Description of the task:
Only the lines that contain the string "lane" belong in the answer; pull them from the records.

Provided records:
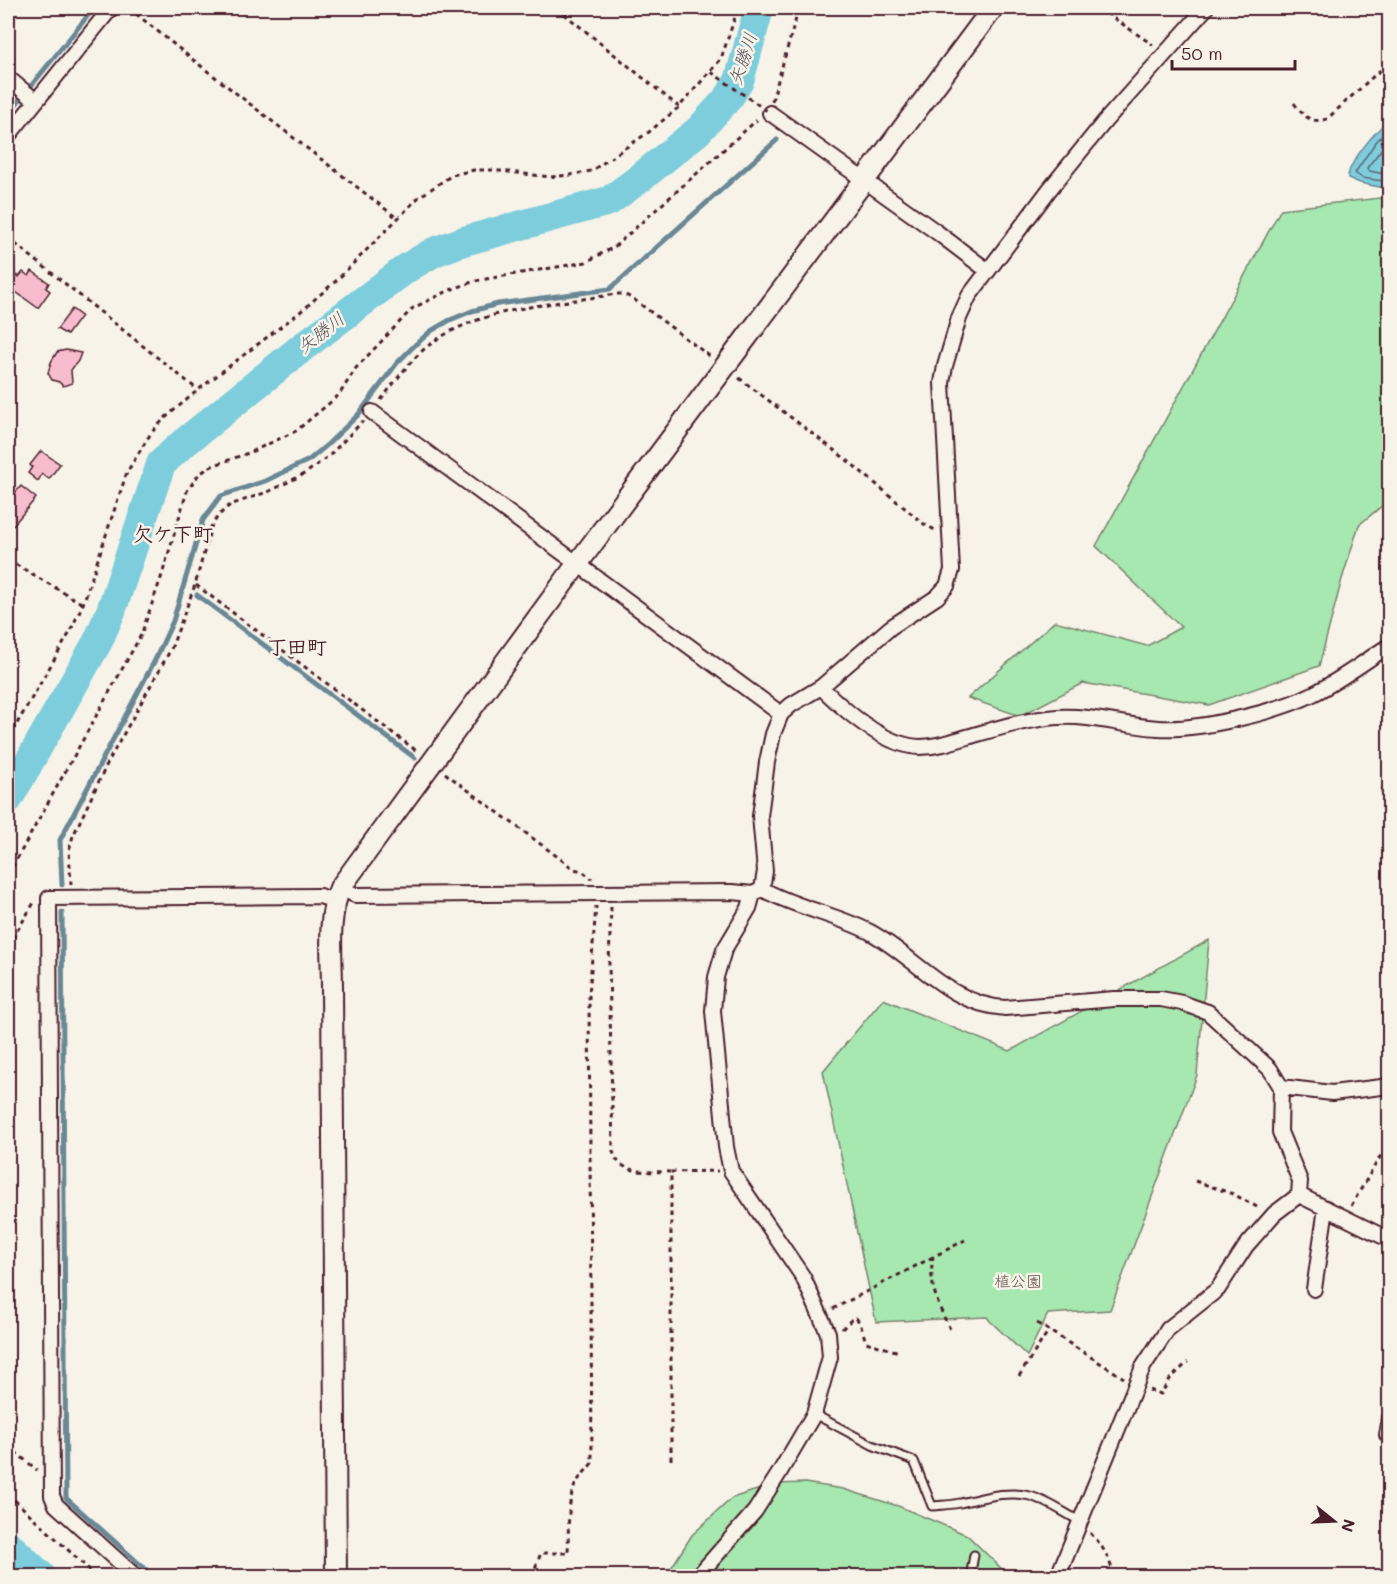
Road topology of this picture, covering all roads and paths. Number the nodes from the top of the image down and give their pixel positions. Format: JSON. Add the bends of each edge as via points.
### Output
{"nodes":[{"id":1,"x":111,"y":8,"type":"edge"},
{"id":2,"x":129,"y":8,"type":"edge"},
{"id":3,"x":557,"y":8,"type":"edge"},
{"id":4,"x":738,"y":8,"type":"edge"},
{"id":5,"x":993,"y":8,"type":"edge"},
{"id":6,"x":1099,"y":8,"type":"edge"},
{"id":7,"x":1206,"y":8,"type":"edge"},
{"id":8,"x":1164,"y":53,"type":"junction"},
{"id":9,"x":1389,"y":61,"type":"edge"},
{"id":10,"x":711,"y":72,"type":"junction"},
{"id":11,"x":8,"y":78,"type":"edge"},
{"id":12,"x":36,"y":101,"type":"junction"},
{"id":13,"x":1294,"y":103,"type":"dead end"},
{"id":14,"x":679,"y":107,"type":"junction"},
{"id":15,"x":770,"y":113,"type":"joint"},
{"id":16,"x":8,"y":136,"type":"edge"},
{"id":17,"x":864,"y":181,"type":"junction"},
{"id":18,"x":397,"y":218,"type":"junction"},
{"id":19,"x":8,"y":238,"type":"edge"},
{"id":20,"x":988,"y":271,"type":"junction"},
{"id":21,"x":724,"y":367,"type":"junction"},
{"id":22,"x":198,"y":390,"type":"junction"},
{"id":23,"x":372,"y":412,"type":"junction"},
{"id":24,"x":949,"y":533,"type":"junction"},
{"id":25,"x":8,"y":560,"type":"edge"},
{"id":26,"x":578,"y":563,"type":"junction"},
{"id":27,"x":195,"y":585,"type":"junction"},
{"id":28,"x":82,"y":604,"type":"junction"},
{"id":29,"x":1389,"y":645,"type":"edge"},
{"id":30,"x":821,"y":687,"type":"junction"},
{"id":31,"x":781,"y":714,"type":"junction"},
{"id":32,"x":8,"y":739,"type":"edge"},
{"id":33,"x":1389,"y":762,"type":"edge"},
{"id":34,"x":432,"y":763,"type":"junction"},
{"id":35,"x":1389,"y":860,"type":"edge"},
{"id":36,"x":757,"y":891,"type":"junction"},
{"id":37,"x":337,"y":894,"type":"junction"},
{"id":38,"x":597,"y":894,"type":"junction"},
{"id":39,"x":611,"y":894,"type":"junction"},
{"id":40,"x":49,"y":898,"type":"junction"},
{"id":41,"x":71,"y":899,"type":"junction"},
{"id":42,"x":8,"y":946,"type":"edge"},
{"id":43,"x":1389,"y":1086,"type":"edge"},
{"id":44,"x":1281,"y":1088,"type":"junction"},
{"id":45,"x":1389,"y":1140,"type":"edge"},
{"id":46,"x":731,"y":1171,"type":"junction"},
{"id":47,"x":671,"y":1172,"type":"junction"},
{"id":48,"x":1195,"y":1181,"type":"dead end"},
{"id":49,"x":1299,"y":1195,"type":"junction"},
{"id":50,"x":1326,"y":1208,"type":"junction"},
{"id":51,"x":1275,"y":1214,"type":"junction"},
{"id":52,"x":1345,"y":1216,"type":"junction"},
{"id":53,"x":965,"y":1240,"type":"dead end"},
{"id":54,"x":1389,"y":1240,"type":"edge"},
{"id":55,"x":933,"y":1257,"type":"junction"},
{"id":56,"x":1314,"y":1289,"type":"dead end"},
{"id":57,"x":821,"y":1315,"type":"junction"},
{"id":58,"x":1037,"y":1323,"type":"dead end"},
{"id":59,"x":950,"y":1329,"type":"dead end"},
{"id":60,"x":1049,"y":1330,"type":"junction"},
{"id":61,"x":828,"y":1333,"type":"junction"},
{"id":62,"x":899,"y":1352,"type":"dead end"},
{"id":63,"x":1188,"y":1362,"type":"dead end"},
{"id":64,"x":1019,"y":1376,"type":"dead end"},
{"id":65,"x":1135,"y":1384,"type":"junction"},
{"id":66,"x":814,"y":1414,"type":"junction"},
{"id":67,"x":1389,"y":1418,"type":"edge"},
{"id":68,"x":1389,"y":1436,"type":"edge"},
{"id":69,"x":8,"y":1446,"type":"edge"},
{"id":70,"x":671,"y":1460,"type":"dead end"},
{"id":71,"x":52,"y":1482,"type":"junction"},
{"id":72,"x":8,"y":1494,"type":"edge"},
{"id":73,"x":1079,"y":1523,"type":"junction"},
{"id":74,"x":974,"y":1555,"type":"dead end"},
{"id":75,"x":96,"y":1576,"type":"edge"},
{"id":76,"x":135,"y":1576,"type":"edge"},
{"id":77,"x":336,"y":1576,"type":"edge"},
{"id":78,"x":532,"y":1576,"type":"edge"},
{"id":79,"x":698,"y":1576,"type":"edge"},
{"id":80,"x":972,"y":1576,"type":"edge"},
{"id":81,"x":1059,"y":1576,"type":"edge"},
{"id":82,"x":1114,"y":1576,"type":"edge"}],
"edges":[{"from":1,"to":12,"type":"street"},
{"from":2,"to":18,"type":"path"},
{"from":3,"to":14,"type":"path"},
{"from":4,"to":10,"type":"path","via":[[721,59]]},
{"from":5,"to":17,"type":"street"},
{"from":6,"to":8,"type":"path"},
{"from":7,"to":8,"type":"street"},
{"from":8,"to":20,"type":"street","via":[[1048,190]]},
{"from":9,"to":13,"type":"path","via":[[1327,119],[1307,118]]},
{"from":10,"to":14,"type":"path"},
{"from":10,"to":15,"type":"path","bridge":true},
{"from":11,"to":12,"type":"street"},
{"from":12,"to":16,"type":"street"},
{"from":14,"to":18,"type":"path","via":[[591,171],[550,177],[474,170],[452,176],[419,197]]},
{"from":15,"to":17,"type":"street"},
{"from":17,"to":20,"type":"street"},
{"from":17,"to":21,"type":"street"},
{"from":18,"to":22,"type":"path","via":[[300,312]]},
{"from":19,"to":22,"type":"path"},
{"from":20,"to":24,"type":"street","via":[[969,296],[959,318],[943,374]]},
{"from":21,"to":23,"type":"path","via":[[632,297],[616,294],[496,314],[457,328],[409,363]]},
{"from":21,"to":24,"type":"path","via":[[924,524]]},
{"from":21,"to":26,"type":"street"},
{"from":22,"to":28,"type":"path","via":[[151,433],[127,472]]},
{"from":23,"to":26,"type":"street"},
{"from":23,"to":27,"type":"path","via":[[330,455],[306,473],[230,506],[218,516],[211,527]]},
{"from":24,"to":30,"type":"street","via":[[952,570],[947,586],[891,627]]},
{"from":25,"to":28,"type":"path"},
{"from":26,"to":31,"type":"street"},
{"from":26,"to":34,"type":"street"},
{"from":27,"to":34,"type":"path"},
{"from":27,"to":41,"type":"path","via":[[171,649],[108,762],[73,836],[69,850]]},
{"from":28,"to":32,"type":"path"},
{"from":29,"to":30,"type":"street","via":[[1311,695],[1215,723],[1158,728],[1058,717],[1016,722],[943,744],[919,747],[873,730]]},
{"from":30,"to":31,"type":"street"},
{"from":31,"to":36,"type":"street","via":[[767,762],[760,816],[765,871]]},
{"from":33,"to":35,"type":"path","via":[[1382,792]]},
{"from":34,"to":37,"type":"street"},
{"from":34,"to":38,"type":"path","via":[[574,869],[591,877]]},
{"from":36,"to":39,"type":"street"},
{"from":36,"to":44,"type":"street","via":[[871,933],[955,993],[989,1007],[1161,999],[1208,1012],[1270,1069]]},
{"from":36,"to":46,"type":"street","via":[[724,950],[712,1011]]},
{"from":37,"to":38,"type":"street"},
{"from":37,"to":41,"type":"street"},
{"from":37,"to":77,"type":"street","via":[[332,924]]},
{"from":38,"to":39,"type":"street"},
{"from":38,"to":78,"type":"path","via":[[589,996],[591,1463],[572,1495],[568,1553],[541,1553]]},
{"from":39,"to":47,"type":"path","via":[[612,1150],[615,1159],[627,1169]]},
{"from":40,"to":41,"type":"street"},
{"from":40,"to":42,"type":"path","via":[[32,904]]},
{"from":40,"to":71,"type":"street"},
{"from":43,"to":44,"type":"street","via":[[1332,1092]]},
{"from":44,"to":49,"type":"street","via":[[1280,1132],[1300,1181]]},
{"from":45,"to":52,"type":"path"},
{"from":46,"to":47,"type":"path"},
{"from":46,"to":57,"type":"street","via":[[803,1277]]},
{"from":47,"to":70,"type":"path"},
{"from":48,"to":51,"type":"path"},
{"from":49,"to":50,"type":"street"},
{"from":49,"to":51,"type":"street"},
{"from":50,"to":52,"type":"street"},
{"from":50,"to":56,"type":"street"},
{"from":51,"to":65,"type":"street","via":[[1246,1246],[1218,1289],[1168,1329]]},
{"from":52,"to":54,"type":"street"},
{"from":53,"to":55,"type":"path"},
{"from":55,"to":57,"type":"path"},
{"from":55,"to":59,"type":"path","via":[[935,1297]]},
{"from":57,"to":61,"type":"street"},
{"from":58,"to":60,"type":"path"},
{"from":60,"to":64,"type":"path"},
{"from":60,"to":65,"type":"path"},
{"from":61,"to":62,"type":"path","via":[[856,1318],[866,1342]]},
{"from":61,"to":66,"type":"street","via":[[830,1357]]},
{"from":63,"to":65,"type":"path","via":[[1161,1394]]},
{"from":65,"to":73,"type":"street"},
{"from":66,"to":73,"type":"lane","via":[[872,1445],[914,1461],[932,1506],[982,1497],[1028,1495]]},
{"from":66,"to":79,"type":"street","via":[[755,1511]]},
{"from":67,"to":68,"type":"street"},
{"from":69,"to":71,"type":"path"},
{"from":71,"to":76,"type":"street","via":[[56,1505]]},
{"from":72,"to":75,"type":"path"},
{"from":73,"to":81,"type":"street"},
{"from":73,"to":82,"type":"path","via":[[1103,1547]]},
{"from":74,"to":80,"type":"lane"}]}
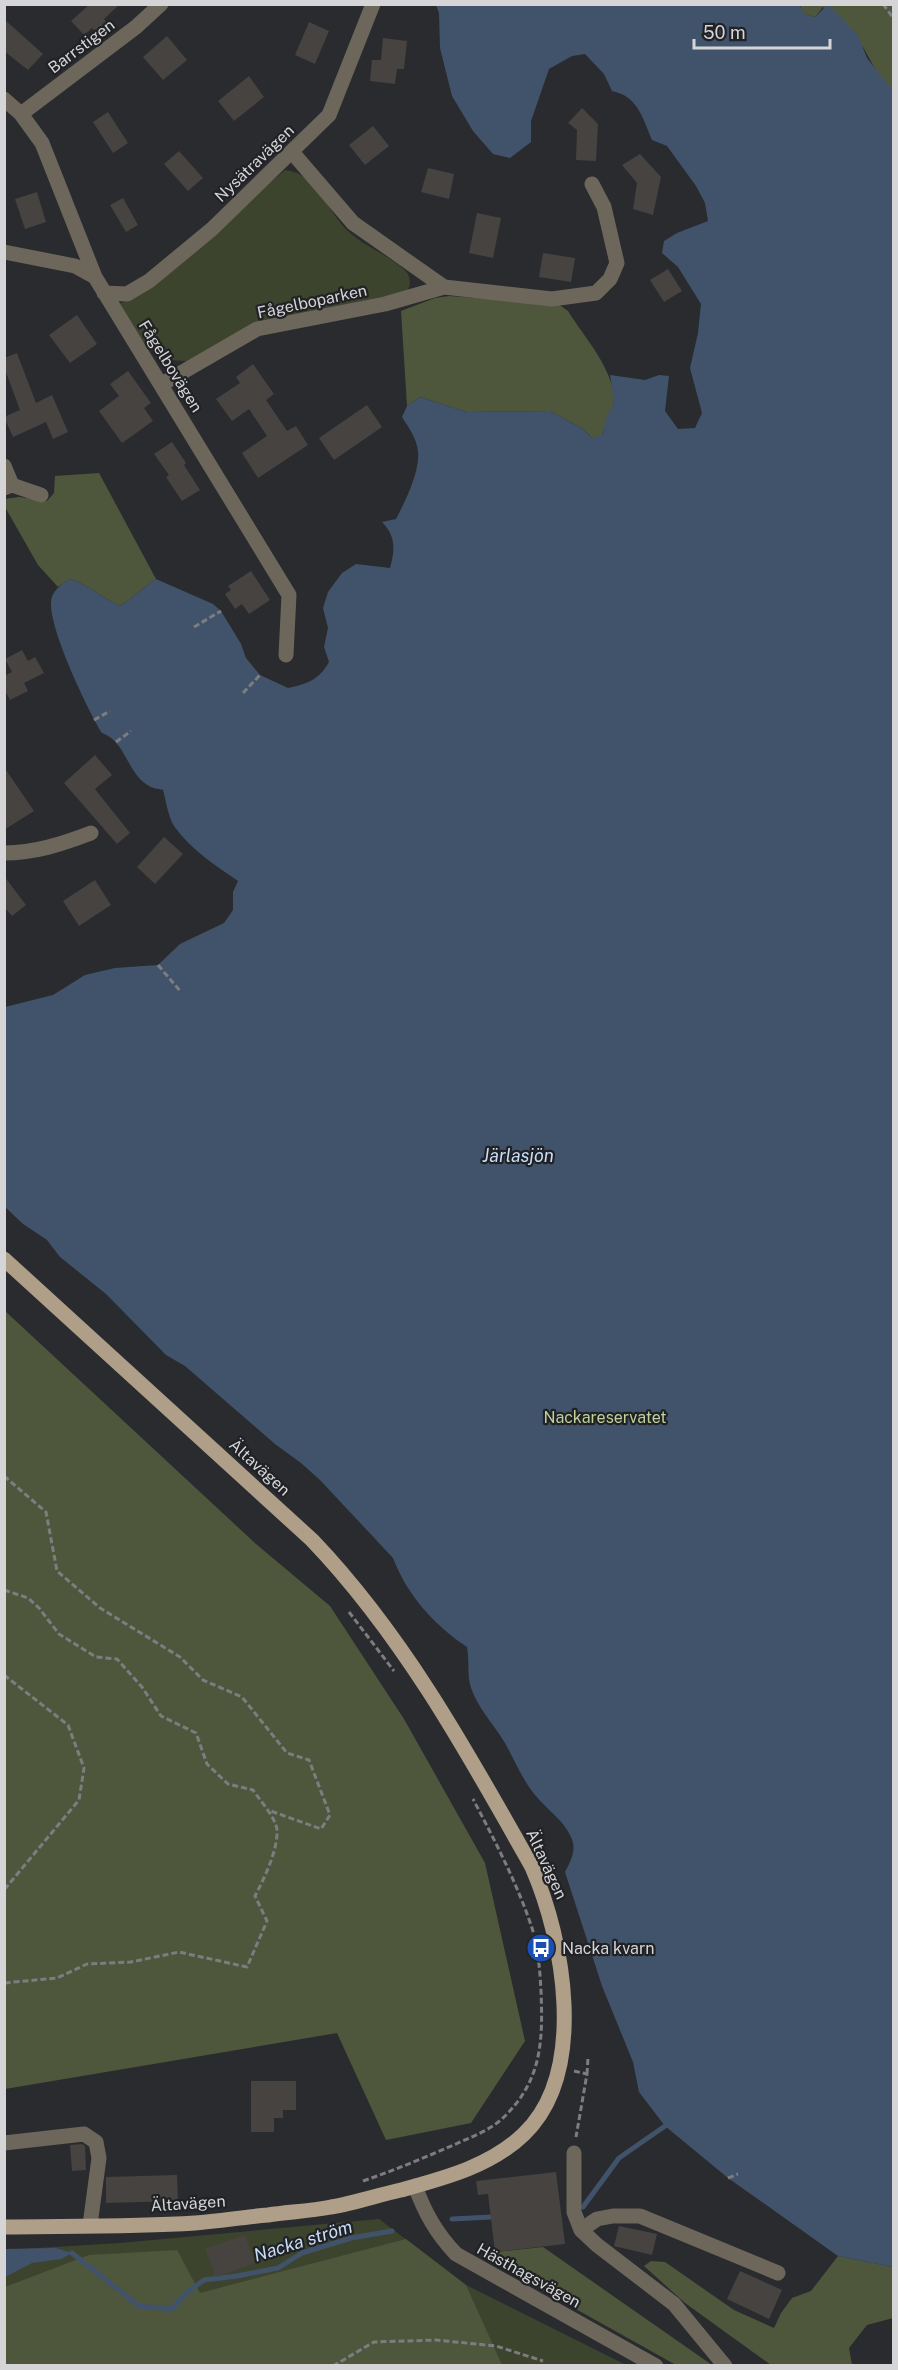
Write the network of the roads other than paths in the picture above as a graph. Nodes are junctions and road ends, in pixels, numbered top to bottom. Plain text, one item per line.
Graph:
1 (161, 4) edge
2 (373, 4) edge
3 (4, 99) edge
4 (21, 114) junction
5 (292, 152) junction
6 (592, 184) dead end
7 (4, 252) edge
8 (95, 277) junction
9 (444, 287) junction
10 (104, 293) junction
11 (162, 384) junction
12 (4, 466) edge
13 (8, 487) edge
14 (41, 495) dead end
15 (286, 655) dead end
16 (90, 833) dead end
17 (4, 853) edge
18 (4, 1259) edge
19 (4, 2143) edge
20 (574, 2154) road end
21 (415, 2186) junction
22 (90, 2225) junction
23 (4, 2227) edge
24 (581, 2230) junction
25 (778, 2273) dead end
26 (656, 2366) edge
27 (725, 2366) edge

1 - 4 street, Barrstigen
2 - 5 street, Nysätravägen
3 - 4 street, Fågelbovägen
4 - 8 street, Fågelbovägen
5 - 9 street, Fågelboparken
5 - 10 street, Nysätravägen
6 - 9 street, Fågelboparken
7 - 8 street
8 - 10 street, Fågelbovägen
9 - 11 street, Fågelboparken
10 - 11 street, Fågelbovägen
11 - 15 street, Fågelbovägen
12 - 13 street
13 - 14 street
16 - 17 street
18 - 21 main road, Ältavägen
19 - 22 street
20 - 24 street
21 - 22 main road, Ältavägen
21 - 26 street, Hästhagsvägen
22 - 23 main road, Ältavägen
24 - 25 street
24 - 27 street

Answer to this problem:
{"from":66,"to":73,"type":"lane","via":[[872,1445],[914,1461],[932,1506],[982,1497],[1028,1495]]},
{"from":74,"to":80,"type":"lane"}]}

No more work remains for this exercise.